Downtime happens fast, especially if NIC (domain registry) deletes your domain by accident

Written by - 0 comments

Published on - Listed in Internet Personal DNS


As you can see on my LinkedIn profile, I'm working for one of the leading news corporations in Switzerland. As a news portal, you can imagine how important the domain is. And what if this domain is suddenly deleted? This is exactly what happened last Friday, April 15th 2016. But let's start at the begin. 

Monitoring alerts

At 2.14pm our satellite monitoring running in the AWS cloud (for having an outside view of our web services) reported a failed HTTP check of our main domain. And not just a HTTP 500 or something like this - it was the following error:

Name or service not known HTTP CRITICAL - Unable to open TCP socket

When I got this alert (by both e-mail and SMS) I immediately knew something's off. Name or service not known indicates a state, when the domain name could not be resolved. I first expected a problem in the AWS DNS servers, maybe having a DNS resolving problem. I logged onto the satellite server and verified the DNS resolving issue - and to figure out that other domains resolve without a hiccup. What the hell...?!
A few minutes after this (the time difference was most likely caused by the domain's TTL), we received alerts on our internal systems as well. Now we were in deep trouble.

Problem at the domain registrar?

A whois of our domain did not show any DNS nameservers anymore so I suspected a problem at our domain registrar (Gandi). Maybe someone deleted the nameservers from the domain's configuration? But when I logged into our account, the DNS servers were there. No modification has been done. I called Gandi to ask them for help to figure out what was going on with our domain - but they confirmed me that DNS configuration seemed correct and they can't explain why the domain isn't working.

Calling the Swiss domain registry (SWITCH)

After Gandi's response, I decided to call SWITCH, the registry operator or also called NIC (network information center) for domains ending with .ch (Switzerland) and .li (Principality of Liechtenstein).

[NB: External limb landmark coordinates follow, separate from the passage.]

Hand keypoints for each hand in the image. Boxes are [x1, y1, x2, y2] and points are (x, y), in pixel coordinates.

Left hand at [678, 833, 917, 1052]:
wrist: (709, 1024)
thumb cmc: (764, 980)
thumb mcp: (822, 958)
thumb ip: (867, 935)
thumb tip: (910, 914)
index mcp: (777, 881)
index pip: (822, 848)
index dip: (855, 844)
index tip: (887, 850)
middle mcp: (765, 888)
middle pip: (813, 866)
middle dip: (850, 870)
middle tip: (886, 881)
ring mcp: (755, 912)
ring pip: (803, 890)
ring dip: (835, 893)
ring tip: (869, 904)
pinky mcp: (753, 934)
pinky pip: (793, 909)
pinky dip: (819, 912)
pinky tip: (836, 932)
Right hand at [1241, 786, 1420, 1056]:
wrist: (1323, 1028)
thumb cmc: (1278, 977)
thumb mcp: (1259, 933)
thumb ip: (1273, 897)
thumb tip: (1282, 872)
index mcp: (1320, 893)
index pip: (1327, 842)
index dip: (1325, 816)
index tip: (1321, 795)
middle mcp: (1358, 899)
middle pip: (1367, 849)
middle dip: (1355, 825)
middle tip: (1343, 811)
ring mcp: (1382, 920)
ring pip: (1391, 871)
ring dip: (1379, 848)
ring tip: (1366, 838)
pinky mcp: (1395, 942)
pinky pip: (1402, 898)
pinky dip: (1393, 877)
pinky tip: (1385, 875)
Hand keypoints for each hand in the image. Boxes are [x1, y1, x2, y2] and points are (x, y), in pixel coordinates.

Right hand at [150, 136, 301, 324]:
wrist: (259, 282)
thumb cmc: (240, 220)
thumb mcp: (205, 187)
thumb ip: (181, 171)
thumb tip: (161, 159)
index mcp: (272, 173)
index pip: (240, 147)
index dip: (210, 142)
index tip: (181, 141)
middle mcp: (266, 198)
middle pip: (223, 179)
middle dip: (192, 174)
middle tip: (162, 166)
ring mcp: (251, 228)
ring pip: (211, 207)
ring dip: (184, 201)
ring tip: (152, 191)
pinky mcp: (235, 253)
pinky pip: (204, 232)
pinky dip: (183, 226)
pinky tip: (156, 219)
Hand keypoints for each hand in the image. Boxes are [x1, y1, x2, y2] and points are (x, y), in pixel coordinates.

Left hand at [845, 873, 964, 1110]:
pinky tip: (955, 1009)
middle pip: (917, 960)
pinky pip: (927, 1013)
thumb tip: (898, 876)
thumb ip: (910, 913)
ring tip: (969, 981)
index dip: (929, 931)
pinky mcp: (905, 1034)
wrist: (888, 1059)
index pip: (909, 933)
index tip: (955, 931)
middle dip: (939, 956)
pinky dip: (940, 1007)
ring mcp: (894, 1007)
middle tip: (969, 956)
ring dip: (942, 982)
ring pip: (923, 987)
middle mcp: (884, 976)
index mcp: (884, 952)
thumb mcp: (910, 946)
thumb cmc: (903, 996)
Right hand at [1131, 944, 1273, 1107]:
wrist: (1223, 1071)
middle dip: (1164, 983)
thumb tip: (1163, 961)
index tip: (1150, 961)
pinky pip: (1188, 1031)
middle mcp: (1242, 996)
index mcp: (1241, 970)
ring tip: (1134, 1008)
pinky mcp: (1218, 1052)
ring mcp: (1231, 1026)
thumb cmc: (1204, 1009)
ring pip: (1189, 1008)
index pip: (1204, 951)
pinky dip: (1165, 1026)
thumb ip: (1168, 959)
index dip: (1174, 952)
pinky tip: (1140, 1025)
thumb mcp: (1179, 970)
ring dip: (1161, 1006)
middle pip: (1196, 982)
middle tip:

That was at exactly 2.59pm. In a few short sentences I explained our domain problem to the first level support and he asked me to hold on, he'd check with the responsible team (which I know is just a few feet away, I visited their offices back in 2012). A few minutes later he was back and explained me that our domain was blocked - probably because of malware (that were his words). I should contact the security team of SWITCH by e-mail. He couldn't give me any additional information. I sent the mail, explaining the situation in the shortest way possible, asking for an immediate call back to explain what's going on. That was at 3.06pm. I didn't get a call back.

At 3.15pm I called again, reached the same guy from before and demanded to speak directly to the security team or to a supervisor. Which didn't work with the excuse that they don't have a direct phone number. My ass. Our company is completely down (e-mails as well) and I'm being held idle on the phone... At least he went again to see his colleagues from the security team on my request. A few minutes later he was back on the phone and told me that the domain will be reactivated shortly. But still no answer to my question "But why? What happened?!". I was told, the security team would contact me.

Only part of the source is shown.